__Exercise__
Search the entries for lines that contain the word "roads", and report each one found.

[Stored data entries]
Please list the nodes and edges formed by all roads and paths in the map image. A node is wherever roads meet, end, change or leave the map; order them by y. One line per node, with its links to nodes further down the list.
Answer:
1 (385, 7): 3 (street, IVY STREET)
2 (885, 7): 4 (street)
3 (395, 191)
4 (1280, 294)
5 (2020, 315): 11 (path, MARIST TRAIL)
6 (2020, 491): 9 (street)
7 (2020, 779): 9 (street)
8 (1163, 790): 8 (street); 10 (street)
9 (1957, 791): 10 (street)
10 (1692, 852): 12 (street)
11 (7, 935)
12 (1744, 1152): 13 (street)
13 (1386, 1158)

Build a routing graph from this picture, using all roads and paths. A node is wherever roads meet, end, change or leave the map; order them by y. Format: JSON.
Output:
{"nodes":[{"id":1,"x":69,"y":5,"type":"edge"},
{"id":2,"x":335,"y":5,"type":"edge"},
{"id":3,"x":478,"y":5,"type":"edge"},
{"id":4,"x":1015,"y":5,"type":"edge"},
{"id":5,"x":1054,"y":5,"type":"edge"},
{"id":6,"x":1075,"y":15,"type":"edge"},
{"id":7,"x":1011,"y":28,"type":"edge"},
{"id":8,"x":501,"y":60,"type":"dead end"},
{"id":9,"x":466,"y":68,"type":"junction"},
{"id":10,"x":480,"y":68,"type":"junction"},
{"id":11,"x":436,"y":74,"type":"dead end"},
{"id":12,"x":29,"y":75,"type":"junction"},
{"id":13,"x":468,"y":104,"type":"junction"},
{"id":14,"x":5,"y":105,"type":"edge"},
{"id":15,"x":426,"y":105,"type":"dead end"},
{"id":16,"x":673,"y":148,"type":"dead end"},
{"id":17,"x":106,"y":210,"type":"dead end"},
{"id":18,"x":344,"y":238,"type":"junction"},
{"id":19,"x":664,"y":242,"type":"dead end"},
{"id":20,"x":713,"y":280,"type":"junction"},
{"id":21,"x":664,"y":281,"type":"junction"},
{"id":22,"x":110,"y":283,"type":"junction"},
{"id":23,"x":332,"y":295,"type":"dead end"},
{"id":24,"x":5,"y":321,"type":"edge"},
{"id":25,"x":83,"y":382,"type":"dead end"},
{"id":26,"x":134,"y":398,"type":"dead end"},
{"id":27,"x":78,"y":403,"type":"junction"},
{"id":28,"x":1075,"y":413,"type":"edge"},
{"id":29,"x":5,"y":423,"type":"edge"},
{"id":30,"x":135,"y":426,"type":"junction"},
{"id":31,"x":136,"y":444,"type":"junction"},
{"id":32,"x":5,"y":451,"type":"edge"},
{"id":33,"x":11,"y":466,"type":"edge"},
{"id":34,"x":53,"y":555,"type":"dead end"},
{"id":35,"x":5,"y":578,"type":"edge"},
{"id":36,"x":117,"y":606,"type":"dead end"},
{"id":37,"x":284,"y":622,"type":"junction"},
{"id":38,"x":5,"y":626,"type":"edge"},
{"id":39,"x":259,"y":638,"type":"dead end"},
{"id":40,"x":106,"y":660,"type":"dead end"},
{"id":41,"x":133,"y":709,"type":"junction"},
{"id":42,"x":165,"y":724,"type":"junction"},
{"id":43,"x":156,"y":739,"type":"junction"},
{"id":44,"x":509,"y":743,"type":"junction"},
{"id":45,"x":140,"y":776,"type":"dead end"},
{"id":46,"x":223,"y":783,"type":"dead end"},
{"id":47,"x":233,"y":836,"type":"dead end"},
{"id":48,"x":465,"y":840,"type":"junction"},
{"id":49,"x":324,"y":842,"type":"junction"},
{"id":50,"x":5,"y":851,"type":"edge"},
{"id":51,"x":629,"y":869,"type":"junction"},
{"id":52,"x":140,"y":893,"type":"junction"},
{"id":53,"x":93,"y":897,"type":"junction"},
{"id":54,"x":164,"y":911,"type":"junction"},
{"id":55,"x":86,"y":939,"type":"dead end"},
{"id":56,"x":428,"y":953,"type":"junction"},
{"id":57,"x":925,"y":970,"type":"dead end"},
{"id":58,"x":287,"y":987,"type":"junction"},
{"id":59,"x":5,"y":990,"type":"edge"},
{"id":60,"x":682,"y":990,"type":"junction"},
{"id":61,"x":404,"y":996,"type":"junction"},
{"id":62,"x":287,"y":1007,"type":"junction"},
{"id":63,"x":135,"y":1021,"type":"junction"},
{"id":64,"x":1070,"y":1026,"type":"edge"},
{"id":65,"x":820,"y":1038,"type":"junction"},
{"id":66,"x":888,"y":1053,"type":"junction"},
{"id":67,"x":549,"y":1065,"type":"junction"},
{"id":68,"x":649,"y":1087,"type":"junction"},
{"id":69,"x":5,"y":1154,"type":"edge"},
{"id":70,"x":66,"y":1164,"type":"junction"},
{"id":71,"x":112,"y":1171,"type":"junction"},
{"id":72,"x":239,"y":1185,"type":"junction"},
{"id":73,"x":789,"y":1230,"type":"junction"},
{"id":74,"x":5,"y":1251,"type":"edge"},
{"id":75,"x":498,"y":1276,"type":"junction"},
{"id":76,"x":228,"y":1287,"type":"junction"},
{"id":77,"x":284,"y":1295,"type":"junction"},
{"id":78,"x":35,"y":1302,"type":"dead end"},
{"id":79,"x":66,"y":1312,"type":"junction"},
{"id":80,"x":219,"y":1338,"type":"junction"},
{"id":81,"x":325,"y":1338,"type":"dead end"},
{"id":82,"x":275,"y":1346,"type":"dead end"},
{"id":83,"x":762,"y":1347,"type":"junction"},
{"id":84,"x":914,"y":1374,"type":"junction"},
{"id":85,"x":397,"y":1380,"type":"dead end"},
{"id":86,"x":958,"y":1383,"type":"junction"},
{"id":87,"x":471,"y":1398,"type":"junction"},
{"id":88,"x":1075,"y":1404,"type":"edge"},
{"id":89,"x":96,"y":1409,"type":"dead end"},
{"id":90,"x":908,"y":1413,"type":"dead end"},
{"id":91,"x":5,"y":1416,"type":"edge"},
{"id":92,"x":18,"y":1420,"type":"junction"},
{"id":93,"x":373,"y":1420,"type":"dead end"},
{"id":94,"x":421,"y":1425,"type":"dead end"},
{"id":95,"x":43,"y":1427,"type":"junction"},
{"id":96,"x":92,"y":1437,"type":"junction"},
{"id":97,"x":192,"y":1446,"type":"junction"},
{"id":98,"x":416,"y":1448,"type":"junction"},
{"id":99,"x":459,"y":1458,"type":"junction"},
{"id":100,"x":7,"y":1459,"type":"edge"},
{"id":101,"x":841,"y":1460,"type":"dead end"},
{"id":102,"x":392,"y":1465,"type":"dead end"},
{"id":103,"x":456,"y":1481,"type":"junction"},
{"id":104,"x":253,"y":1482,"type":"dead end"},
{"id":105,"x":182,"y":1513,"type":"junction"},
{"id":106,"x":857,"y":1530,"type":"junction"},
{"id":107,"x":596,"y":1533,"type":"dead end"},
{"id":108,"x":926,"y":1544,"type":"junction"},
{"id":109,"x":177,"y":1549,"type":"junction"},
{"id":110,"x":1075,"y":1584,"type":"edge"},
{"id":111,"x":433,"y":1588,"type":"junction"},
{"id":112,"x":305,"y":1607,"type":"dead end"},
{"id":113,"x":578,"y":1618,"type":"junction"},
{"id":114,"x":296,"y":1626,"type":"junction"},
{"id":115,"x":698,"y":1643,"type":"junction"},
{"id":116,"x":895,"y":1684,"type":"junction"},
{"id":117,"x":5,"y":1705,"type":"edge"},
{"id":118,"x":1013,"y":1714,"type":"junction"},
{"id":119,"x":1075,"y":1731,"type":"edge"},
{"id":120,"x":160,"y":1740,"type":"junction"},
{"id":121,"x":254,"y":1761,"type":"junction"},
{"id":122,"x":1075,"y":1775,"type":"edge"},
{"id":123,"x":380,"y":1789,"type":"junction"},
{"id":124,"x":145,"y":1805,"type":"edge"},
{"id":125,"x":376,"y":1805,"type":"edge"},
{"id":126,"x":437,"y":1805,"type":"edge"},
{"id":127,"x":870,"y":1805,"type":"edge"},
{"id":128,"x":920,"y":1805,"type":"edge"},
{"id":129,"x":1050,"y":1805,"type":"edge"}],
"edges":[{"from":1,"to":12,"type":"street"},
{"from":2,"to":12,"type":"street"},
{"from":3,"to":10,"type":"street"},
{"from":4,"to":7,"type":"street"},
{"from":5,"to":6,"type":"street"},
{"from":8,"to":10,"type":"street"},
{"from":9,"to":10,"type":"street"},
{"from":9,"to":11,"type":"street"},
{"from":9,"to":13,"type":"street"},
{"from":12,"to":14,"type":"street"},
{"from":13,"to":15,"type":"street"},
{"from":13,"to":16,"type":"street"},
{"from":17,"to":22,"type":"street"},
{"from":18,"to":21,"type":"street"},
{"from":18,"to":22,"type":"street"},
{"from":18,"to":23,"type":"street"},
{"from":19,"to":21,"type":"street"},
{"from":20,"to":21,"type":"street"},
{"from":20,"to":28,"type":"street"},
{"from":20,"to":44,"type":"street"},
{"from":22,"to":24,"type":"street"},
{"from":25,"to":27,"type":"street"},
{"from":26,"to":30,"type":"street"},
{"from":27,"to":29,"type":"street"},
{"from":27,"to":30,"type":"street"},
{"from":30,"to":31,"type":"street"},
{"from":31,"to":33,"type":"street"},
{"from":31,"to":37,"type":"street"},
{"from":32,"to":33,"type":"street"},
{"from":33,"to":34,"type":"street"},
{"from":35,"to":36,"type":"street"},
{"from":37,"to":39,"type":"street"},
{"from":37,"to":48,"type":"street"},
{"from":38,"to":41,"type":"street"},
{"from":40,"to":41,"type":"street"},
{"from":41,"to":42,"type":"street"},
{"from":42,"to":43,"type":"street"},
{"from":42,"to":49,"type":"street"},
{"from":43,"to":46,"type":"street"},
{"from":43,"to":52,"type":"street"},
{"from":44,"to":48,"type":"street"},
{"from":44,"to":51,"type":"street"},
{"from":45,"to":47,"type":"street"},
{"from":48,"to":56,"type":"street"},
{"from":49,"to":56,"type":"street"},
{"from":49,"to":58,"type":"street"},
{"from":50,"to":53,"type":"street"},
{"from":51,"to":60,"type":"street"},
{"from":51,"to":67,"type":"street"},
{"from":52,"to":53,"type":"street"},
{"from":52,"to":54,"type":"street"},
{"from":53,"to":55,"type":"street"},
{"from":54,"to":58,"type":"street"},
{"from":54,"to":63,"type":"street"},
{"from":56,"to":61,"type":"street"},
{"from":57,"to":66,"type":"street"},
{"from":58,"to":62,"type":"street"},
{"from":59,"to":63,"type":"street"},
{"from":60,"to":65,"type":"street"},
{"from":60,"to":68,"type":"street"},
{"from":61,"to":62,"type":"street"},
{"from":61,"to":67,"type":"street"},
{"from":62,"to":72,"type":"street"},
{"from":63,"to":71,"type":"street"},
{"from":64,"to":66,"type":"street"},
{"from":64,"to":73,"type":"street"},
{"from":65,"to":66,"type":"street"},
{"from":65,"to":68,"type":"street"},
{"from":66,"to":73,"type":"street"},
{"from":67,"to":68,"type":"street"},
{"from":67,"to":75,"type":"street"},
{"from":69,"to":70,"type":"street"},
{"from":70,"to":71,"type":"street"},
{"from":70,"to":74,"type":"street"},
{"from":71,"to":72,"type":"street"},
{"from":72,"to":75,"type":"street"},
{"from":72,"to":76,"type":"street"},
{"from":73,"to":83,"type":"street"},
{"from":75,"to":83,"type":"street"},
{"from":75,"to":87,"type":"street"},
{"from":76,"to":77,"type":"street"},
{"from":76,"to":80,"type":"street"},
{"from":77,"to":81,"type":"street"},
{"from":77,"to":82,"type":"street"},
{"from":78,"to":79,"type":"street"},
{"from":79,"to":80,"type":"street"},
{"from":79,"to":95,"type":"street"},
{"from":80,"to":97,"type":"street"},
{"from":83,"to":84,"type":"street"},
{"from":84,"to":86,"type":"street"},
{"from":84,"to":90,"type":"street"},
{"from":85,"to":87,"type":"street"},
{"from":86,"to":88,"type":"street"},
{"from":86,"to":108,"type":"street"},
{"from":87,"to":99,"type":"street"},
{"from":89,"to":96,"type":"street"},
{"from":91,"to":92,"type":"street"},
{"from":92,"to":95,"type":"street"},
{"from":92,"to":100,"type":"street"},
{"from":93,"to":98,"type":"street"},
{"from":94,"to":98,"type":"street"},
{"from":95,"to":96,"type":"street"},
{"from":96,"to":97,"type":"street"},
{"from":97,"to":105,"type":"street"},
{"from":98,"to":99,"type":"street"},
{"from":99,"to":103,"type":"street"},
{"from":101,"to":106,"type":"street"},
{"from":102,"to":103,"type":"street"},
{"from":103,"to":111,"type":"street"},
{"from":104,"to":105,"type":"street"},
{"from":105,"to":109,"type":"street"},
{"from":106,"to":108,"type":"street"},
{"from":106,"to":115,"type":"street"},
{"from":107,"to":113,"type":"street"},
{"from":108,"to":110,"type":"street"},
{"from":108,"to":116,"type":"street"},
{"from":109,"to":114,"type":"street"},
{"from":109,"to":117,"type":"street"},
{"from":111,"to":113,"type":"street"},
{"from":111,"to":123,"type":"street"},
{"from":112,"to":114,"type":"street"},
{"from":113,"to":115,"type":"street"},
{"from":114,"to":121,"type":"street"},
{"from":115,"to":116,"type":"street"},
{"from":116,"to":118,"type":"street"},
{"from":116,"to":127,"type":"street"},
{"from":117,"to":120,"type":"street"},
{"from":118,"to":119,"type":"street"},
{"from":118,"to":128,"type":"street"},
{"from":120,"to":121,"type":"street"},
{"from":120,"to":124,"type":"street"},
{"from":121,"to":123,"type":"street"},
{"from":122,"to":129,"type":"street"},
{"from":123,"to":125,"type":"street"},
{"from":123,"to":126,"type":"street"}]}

__Solution to this problem__
Please list the nodes and edges formed by all roads and paths in the map image. A node is wherever roads meet, end, change or leave the map; order them by y. One line per node, with its links to nodes further down the list.
Build a routing graph from this picture, using all roads and paths. A node is wherever roads meet, end, change or leave the map; order them by y. Format: JSON.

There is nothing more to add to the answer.